Enhancing the Crystallization Kinetics and Mechanical Properties of Poly(lactic acid) Blends for 3D Printing Application

3D printing of poly(lactic acid) (PLA) blends has been attempted to resolve issues such as inherent brittleness and slow crystallization rate of PLA. However, a persistent challenge remains in the form of phase separation or gradual migration of the blended soft polymer or plasticizers. To simultaneously enhance the miscibility of the blends and toughness of 3D-printed parts, a triblock copolymer PLA–PEG–PLA was synthesized and blended with PLA in varying proportions (5, 10, 15, and 20 wt %).

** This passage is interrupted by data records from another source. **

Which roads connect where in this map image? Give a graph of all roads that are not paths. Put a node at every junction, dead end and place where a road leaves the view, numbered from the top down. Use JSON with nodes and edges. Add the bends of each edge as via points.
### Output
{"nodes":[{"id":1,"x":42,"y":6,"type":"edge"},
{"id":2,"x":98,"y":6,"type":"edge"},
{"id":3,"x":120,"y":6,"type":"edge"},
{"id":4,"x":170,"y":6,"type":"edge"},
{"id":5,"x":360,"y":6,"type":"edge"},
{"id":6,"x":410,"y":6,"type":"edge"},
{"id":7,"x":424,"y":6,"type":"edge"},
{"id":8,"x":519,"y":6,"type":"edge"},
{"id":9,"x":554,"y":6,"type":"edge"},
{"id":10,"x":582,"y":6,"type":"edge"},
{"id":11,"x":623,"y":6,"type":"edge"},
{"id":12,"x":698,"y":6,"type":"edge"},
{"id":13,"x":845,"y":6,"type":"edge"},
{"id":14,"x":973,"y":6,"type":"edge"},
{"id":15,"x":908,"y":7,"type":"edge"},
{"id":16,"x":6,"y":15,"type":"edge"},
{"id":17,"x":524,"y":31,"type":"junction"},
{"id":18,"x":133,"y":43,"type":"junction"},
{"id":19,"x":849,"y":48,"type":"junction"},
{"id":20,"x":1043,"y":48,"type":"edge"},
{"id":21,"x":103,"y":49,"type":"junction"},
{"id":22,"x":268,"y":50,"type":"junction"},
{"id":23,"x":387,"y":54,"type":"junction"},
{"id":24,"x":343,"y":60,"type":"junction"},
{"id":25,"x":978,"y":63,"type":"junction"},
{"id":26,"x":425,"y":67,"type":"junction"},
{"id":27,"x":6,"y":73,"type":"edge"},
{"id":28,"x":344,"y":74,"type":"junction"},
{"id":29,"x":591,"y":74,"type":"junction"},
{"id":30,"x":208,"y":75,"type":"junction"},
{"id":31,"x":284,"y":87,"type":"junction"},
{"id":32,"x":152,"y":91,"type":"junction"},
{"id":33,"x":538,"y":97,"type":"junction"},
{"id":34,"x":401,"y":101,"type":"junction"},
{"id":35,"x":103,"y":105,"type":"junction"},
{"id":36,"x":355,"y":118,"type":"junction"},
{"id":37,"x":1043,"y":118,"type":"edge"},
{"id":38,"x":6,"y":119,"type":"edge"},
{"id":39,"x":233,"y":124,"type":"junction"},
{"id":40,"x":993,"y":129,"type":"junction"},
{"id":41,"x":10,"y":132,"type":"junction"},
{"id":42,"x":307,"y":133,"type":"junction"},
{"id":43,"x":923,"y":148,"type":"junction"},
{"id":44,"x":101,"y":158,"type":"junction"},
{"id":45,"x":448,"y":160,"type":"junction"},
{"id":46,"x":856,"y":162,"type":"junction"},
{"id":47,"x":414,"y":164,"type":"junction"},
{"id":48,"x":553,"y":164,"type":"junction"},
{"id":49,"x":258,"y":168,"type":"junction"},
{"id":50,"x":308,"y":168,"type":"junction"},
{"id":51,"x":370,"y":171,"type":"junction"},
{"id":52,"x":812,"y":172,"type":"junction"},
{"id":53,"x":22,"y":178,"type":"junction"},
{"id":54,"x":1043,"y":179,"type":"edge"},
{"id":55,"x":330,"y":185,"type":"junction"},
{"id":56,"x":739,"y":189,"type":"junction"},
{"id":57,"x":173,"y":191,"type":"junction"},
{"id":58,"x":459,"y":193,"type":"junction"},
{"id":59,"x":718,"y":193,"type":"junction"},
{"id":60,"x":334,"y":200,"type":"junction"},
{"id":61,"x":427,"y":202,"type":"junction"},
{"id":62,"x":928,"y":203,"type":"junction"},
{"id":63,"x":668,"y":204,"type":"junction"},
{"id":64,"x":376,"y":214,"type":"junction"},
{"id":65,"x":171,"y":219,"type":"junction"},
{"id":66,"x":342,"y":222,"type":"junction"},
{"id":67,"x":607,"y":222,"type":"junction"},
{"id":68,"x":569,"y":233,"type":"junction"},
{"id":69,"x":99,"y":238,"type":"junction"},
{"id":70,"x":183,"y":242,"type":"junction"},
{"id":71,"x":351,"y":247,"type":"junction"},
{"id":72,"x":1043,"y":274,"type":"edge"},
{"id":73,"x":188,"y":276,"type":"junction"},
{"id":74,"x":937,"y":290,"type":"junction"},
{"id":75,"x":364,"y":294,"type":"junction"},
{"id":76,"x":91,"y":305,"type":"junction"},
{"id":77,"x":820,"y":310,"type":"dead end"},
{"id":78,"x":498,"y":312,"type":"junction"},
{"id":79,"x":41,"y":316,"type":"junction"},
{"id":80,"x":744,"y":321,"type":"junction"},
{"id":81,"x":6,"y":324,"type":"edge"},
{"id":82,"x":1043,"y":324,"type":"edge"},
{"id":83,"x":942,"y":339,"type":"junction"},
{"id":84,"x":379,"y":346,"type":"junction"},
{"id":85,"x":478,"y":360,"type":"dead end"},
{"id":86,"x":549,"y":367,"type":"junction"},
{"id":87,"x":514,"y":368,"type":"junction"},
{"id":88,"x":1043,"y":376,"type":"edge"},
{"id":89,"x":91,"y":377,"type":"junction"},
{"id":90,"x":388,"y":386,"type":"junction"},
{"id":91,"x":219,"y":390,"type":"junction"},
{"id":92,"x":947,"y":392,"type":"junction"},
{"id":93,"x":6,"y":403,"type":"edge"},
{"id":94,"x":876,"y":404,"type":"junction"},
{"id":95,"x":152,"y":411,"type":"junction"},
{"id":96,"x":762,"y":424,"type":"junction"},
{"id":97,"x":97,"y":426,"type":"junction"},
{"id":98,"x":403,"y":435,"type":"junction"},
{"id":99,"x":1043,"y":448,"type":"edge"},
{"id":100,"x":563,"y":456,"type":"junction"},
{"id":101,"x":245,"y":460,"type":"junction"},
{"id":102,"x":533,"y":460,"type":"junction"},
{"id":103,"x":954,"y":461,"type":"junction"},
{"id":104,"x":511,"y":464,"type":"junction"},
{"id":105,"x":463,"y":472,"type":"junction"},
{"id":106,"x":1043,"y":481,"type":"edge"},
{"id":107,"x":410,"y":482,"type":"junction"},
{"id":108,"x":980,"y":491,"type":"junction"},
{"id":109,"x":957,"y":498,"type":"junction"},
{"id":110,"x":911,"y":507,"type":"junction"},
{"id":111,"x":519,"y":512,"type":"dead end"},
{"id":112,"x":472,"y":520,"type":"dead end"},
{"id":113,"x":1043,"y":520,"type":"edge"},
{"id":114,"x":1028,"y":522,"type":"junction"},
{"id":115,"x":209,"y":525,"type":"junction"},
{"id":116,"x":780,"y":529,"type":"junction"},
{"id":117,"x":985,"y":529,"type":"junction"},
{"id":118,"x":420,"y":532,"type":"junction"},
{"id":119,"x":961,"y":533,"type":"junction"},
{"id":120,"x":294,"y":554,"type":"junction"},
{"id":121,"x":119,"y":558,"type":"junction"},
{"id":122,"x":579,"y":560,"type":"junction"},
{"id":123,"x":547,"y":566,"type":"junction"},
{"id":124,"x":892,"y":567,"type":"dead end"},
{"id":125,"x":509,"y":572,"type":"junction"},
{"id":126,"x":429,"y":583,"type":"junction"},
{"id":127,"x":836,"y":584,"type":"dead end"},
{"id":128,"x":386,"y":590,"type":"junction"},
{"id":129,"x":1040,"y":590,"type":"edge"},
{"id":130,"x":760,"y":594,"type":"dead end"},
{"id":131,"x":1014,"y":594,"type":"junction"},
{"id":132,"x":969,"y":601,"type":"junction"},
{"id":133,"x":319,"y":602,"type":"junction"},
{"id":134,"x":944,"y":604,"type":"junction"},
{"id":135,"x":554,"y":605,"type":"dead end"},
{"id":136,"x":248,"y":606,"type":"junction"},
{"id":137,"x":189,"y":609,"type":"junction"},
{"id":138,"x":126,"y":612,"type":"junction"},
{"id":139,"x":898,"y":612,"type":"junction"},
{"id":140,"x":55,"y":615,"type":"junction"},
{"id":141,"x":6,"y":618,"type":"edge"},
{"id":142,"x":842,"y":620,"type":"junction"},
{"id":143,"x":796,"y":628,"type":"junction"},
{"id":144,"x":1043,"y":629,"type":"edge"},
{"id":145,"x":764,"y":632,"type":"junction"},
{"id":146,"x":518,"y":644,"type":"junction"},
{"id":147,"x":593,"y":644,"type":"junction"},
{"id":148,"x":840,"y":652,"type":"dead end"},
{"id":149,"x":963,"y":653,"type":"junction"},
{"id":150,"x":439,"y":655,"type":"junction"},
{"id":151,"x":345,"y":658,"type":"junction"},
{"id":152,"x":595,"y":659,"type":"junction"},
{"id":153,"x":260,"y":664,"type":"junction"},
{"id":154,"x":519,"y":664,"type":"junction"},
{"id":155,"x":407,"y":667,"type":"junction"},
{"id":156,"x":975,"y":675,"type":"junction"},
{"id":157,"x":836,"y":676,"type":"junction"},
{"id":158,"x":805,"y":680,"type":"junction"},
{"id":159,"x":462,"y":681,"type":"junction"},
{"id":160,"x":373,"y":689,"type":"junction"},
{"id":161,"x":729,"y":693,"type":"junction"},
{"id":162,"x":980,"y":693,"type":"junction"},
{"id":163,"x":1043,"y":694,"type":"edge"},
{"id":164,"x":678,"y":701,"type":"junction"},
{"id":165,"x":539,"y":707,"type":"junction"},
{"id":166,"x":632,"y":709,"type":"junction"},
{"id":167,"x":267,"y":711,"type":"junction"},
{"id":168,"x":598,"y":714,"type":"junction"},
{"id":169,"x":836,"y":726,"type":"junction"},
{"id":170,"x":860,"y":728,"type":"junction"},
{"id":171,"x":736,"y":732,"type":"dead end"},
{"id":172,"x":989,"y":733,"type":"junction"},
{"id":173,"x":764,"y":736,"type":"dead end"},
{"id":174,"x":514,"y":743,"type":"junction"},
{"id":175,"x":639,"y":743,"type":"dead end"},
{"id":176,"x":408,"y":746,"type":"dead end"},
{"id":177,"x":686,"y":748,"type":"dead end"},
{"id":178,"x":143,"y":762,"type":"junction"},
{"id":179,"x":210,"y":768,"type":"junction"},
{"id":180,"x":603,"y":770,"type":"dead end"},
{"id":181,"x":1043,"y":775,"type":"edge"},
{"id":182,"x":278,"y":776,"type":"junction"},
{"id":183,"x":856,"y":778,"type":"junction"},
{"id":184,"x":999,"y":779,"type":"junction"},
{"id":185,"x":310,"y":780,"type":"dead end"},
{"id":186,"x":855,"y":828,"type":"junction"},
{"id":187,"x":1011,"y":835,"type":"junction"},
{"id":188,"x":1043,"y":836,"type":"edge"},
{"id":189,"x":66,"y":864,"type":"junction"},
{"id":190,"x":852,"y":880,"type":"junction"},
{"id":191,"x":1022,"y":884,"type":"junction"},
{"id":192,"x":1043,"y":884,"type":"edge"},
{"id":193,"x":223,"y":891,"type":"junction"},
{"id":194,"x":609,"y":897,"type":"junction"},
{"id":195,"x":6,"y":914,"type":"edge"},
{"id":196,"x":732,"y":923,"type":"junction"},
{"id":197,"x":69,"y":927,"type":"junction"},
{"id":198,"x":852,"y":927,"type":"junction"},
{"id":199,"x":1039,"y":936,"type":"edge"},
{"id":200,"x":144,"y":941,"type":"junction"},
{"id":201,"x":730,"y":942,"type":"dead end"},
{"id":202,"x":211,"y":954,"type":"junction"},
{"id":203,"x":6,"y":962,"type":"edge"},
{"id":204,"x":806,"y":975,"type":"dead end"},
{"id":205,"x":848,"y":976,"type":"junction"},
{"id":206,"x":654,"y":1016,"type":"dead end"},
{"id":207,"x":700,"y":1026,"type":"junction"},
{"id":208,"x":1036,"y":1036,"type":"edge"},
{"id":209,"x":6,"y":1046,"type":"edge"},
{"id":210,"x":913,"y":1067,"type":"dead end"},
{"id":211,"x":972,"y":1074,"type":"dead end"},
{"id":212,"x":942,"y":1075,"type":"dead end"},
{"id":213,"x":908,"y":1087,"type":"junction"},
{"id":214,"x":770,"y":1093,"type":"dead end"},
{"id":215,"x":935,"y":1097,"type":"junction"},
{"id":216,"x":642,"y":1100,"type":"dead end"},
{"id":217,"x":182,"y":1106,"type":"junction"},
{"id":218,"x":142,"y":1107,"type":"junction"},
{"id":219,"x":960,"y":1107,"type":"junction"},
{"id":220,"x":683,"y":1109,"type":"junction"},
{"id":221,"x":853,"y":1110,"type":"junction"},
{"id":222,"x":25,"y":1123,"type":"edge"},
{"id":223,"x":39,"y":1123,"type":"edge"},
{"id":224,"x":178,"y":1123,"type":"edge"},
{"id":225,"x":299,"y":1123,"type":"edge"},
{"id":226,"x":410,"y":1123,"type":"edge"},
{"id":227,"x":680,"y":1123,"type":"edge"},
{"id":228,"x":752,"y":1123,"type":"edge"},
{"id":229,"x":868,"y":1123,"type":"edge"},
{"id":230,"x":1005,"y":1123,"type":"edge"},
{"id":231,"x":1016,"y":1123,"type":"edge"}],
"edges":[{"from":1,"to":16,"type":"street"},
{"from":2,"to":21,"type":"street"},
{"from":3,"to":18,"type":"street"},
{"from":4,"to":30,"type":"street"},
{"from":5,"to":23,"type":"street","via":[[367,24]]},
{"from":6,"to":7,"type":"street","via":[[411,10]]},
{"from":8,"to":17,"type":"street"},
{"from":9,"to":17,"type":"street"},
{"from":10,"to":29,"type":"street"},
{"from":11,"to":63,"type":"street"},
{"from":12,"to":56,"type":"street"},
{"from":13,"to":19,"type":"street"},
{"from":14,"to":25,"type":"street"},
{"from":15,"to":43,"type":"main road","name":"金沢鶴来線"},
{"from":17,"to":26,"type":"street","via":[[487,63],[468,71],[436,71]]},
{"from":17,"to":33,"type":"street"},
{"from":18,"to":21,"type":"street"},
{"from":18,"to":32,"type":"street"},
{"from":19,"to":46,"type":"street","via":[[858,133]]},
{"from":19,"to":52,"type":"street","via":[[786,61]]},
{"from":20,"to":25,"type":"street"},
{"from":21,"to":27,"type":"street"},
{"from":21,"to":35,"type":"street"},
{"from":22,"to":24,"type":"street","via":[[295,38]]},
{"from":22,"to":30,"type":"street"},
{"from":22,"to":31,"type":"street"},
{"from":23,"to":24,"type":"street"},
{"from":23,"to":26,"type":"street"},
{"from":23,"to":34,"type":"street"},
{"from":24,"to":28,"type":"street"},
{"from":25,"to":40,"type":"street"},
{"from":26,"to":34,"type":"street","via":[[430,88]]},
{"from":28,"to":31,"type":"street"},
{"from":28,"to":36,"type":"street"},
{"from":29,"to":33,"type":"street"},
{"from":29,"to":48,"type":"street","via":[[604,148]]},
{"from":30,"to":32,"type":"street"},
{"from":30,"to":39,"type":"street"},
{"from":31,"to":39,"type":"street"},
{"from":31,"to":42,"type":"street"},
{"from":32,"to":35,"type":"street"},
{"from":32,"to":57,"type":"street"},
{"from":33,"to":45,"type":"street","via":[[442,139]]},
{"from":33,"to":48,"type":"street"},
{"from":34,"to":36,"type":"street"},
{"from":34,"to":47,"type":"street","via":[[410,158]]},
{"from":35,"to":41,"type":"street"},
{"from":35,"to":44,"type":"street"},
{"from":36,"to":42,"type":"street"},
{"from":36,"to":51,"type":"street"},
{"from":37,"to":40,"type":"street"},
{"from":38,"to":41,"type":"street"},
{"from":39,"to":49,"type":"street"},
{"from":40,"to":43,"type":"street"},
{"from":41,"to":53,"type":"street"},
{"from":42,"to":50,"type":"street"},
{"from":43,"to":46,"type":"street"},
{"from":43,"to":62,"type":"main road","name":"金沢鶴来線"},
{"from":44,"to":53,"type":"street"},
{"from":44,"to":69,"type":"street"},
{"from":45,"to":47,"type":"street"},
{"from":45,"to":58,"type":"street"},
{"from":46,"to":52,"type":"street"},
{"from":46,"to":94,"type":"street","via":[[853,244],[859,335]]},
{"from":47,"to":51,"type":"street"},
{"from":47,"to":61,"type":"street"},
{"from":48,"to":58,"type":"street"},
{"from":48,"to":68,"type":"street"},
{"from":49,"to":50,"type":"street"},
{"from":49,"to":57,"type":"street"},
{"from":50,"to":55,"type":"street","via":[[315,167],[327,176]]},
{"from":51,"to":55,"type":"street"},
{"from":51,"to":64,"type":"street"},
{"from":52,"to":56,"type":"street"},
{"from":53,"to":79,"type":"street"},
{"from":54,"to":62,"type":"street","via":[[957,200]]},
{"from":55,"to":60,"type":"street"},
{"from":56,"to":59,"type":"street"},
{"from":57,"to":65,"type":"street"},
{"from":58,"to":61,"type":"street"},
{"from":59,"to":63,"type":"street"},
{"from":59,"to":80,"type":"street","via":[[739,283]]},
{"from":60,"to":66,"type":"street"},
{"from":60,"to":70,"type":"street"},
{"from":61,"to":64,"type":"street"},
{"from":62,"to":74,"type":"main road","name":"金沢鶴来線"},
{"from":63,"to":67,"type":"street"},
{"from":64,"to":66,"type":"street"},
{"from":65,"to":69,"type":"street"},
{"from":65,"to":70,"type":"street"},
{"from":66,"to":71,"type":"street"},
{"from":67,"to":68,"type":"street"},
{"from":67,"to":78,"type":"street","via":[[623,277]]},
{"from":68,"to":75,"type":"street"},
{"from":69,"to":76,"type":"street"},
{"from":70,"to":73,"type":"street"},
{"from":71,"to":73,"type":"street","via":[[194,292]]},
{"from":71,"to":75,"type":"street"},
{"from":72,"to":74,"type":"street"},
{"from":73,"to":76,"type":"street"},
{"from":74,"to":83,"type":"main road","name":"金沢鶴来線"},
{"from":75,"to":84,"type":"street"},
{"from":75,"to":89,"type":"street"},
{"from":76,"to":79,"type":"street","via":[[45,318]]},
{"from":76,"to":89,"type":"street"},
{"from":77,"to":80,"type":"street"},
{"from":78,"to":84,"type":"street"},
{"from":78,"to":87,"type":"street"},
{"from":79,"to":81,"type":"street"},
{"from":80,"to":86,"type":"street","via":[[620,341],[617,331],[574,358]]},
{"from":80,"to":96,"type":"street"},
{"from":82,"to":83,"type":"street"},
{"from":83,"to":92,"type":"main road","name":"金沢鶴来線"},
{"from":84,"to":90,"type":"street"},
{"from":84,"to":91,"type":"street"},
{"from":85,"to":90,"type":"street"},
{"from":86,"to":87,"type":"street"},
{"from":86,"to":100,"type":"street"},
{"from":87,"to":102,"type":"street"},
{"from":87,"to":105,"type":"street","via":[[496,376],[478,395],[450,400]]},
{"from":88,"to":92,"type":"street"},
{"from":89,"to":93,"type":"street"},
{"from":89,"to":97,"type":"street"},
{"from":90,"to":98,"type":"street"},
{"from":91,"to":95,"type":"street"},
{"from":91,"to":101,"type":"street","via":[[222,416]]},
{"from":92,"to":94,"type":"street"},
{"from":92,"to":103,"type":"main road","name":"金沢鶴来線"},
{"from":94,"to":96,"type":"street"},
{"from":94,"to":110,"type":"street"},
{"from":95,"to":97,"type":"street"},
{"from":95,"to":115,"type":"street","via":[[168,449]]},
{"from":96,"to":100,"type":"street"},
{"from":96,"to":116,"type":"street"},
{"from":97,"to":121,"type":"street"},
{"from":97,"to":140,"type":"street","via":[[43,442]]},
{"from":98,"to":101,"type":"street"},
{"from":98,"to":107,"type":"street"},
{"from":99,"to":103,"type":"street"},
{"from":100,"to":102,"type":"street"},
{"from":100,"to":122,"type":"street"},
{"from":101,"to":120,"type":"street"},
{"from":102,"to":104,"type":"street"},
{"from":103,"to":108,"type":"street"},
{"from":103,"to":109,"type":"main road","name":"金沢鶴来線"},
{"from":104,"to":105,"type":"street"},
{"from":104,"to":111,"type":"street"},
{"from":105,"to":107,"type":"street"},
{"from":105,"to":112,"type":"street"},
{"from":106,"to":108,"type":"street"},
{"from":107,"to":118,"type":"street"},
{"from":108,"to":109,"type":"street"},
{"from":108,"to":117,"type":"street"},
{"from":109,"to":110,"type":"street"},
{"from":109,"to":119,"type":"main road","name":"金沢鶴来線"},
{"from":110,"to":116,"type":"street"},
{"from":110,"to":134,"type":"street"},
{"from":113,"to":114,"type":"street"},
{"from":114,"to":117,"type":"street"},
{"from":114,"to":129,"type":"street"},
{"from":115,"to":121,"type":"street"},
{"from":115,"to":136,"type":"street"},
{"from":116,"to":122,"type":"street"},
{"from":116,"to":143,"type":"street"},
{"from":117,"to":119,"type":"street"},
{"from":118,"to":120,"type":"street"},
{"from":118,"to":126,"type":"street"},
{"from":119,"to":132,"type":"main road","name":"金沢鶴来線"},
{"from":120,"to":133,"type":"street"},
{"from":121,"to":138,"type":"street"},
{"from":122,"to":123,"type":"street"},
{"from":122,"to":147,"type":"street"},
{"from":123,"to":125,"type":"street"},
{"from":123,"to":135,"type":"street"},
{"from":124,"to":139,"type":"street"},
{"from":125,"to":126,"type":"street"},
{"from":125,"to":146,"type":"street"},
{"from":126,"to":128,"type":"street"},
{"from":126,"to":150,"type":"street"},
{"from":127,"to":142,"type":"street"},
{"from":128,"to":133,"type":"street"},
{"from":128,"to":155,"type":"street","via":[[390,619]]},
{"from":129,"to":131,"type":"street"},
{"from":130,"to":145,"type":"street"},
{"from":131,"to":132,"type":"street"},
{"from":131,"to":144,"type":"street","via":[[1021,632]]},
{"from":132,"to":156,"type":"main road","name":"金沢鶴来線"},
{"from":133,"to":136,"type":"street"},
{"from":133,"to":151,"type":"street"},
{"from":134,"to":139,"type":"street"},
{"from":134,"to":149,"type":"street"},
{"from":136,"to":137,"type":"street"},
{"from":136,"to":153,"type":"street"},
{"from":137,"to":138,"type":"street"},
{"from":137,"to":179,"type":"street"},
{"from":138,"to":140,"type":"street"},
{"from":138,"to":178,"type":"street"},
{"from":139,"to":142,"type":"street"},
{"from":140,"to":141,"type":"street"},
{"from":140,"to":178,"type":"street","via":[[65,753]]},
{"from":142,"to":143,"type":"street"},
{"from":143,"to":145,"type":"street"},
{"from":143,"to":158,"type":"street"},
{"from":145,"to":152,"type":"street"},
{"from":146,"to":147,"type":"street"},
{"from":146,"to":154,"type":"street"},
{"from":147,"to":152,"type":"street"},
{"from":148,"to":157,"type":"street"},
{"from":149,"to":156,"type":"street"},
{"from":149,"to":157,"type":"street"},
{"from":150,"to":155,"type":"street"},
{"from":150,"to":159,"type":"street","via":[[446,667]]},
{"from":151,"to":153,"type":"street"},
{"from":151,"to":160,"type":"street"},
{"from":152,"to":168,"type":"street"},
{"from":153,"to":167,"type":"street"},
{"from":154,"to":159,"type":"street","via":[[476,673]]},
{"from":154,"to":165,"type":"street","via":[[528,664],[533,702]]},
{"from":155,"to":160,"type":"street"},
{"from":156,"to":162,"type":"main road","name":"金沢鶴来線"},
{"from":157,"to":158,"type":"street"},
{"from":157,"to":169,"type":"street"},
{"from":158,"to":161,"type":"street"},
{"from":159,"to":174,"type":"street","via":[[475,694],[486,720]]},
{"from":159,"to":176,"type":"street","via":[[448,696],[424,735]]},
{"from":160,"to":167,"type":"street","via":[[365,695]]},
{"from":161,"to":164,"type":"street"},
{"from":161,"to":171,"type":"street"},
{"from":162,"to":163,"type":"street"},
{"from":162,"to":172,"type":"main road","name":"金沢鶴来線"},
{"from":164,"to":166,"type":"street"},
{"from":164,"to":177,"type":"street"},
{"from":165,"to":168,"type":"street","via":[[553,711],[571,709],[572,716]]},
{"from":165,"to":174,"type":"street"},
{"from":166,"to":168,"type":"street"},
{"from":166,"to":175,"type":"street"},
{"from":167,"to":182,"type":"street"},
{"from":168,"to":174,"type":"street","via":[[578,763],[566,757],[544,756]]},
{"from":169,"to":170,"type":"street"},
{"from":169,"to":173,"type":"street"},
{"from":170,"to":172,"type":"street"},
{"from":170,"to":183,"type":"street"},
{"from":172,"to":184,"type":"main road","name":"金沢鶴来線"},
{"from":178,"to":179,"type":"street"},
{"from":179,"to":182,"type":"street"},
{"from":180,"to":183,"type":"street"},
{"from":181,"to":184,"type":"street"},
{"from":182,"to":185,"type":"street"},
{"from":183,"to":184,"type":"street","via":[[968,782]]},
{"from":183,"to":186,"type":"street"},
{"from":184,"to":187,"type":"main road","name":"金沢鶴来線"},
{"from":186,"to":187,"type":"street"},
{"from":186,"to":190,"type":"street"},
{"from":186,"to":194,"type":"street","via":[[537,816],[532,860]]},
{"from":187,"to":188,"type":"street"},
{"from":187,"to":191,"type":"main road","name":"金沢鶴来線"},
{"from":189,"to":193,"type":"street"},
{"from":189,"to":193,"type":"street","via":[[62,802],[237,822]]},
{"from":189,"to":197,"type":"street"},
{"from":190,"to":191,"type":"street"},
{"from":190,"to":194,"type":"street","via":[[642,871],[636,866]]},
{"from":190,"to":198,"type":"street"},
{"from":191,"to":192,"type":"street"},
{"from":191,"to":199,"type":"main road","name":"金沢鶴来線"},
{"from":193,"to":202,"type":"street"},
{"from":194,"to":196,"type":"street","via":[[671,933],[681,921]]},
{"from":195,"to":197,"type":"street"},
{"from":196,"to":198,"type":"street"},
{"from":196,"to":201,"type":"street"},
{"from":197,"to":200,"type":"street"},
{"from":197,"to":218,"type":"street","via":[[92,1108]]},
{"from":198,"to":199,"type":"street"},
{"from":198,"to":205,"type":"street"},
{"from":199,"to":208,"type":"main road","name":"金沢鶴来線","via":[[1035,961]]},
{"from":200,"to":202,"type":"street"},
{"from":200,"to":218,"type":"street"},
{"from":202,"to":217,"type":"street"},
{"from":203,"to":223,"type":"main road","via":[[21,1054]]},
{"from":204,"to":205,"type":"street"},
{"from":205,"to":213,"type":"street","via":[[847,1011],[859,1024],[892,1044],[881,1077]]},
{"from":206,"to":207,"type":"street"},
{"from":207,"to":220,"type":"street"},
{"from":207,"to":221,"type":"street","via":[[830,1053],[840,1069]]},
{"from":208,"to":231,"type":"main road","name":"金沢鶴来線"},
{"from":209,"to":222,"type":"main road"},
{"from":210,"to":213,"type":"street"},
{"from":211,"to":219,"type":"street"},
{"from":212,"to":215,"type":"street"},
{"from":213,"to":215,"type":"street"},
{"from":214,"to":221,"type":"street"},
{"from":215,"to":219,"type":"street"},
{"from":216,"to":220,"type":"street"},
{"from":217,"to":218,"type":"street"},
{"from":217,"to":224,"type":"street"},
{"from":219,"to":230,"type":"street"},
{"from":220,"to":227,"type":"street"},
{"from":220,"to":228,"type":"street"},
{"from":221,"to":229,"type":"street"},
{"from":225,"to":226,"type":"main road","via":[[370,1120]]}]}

Blending only 10–20 wt % low molecular weight PLA–PEG–PLA into PLA yielded a miscible blend that showed a 45-fold increase in elongation at break and a 23-fold enhancement in toughness over neat PLA. Scanning electron microscopy (SEM) images of fractured cross sections revealed a brittle to ductile transition in 3D-printed PLA/PLA–PEG–PLA samples. Isothermal crystallization studies and data analysis using the Avrami equation showed an enhancement in the crystal growth rate and overall rate of crystallization. The blends achieved half of their crystallinity in approximately 3 min, a significant improvement over the 9 min required by PLA alone. This underscores the efficiency of our approach. This was also evident in the spherulite growth of 3D-printed PLA and mPLA blends when examined using polarized optical microscopy (POM). To the best of our knowledge, this is the first report exploring the use of blends that include PLA and low molecular weight PLA–PEG–PLA triblock copolymers for 3D printing applications.